RECORDS SUPPLIED Block Start

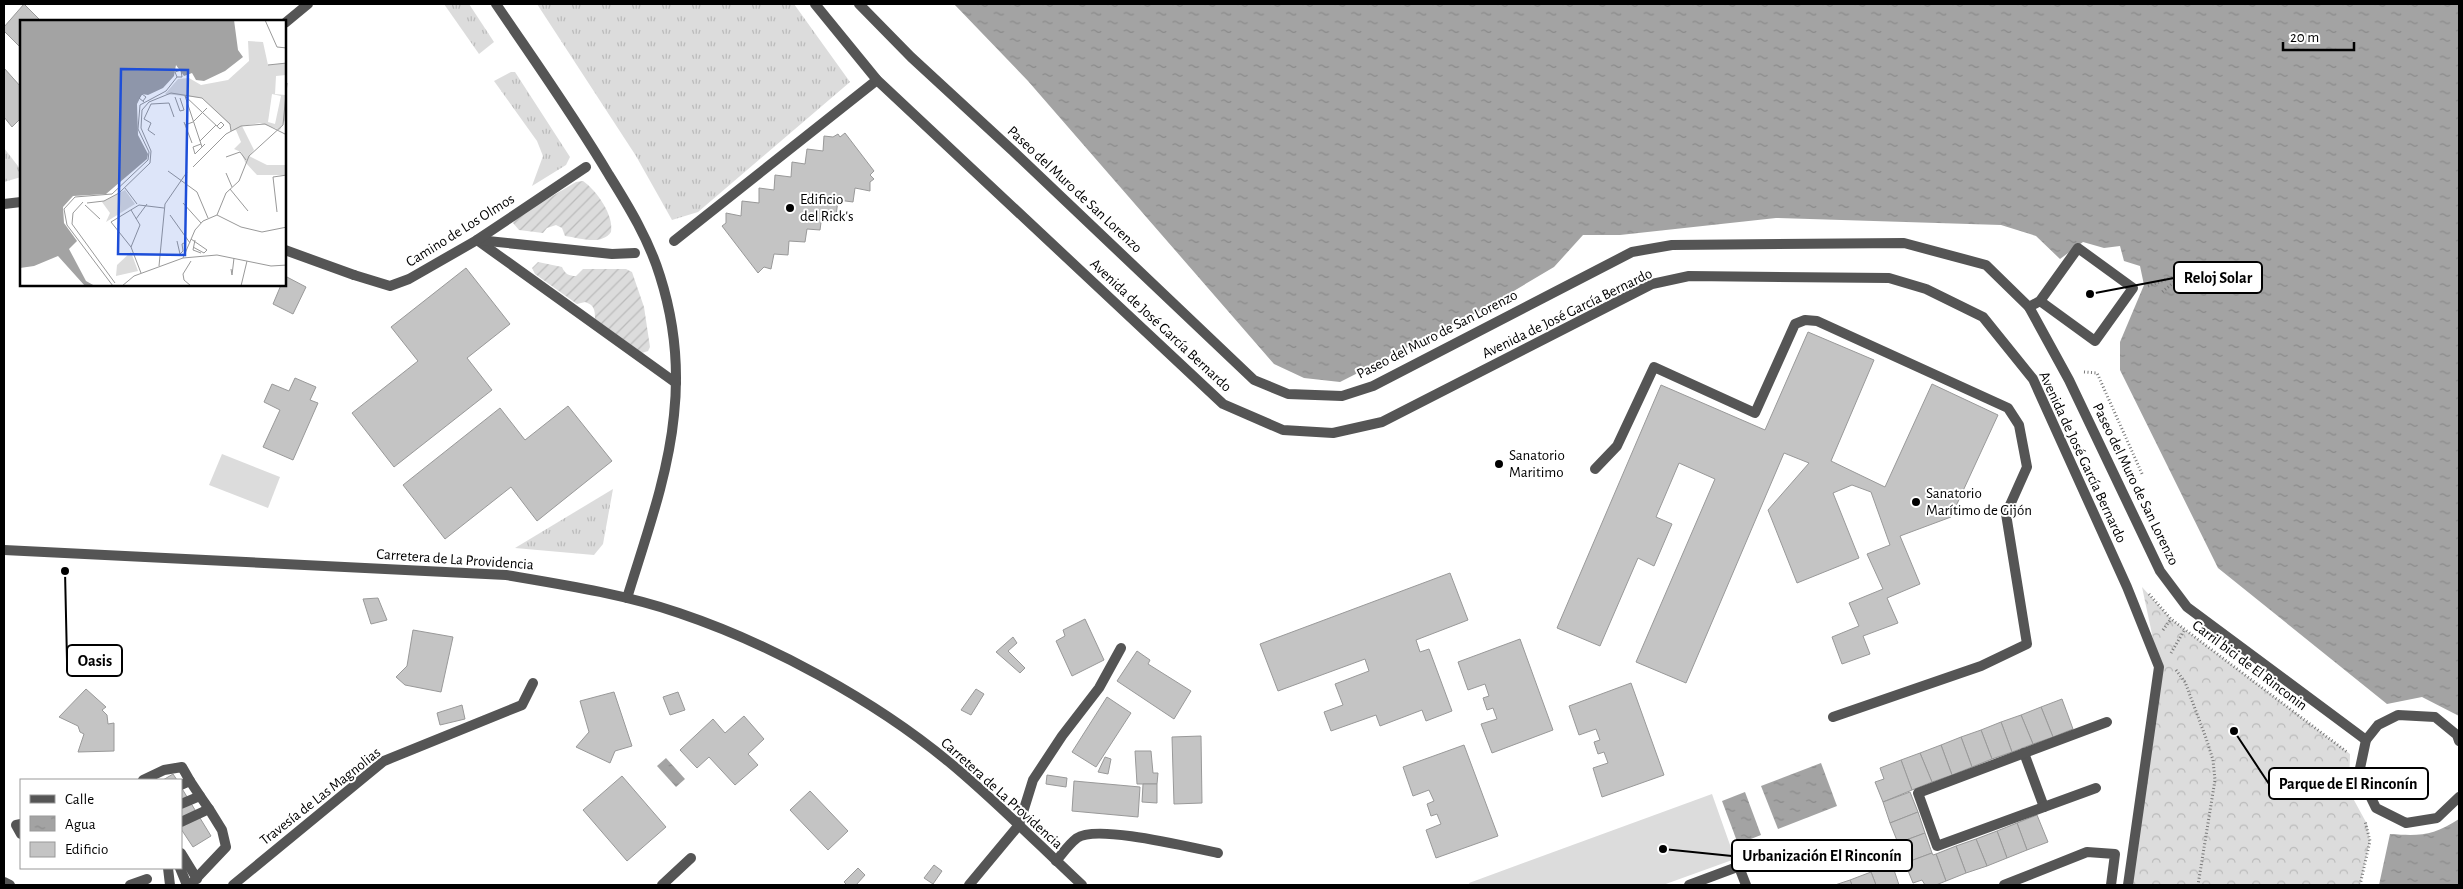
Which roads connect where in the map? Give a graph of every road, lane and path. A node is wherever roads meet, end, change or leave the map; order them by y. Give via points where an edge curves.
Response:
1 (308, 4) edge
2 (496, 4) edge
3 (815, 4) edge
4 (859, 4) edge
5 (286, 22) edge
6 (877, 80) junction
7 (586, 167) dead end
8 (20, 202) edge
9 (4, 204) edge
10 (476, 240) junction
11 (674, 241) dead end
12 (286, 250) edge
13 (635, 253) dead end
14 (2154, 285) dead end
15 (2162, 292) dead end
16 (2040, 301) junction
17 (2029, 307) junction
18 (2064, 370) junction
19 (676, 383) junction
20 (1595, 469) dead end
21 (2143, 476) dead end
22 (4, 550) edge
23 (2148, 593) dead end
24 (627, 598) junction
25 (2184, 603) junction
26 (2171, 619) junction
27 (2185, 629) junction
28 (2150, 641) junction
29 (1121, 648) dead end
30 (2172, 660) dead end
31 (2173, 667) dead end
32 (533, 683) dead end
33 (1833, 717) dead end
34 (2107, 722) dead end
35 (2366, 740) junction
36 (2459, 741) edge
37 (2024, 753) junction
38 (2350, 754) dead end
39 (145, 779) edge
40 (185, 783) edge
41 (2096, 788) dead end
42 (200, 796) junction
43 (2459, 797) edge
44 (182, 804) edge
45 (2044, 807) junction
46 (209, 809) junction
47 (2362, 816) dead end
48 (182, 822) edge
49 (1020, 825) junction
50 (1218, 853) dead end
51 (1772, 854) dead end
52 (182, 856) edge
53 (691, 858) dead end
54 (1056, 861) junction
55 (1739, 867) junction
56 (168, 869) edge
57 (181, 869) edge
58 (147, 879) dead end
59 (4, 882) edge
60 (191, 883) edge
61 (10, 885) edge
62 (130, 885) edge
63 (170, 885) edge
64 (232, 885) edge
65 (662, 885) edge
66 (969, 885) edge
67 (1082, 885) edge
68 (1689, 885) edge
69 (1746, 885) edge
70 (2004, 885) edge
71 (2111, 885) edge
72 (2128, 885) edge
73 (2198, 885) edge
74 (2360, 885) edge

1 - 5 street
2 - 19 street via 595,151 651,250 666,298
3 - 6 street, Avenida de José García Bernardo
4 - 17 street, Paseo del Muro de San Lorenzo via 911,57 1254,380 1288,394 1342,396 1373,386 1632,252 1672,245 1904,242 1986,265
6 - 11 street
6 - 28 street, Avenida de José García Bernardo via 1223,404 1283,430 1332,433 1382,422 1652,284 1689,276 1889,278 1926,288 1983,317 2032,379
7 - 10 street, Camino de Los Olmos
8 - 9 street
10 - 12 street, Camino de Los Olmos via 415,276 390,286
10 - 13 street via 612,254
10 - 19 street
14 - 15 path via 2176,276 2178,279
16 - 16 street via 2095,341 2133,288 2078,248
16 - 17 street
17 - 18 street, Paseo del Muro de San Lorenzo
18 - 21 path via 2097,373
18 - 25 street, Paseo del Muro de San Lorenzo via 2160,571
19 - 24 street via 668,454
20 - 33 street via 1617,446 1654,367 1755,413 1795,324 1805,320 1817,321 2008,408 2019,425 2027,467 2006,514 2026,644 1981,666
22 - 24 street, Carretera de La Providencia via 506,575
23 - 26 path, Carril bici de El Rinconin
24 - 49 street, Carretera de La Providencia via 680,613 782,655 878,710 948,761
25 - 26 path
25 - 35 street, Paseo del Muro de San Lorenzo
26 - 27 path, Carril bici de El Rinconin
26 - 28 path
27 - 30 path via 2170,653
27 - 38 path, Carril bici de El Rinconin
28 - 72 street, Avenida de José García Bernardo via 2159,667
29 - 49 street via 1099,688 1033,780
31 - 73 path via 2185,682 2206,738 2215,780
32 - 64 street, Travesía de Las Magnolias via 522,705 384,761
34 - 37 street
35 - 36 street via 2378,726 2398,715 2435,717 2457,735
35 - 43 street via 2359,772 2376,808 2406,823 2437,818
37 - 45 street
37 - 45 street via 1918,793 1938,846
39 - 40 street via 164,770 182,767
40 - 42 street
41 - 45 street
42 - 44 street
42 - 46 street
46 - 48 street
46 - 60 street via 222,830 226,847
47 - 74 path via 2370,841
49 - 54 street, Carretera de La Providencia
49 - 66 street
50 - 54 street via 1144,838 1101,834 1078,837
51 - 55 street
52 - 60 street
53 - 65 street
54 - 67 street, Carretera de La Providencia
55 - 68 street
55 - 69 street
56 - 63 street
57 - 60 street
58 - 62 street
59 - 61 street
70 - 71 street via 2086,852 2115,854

RECORDS SUPPLIED Block End

Reproduce each line above that contains "Paseo".

4 - 17 street, Paseo del Muro de San Lorenzo via 911,57 1254,380 1288,394 1342,396 1373,386 1632,252 1672,245 1904,242 1986,265
17 - 18 street, Paseo del Muro de San Lorenzo
18 - 25 street, Paseo del Muro de San Lorenzo via 2160,571
25 - 35 street, Paseo del Muro de San Lorenzo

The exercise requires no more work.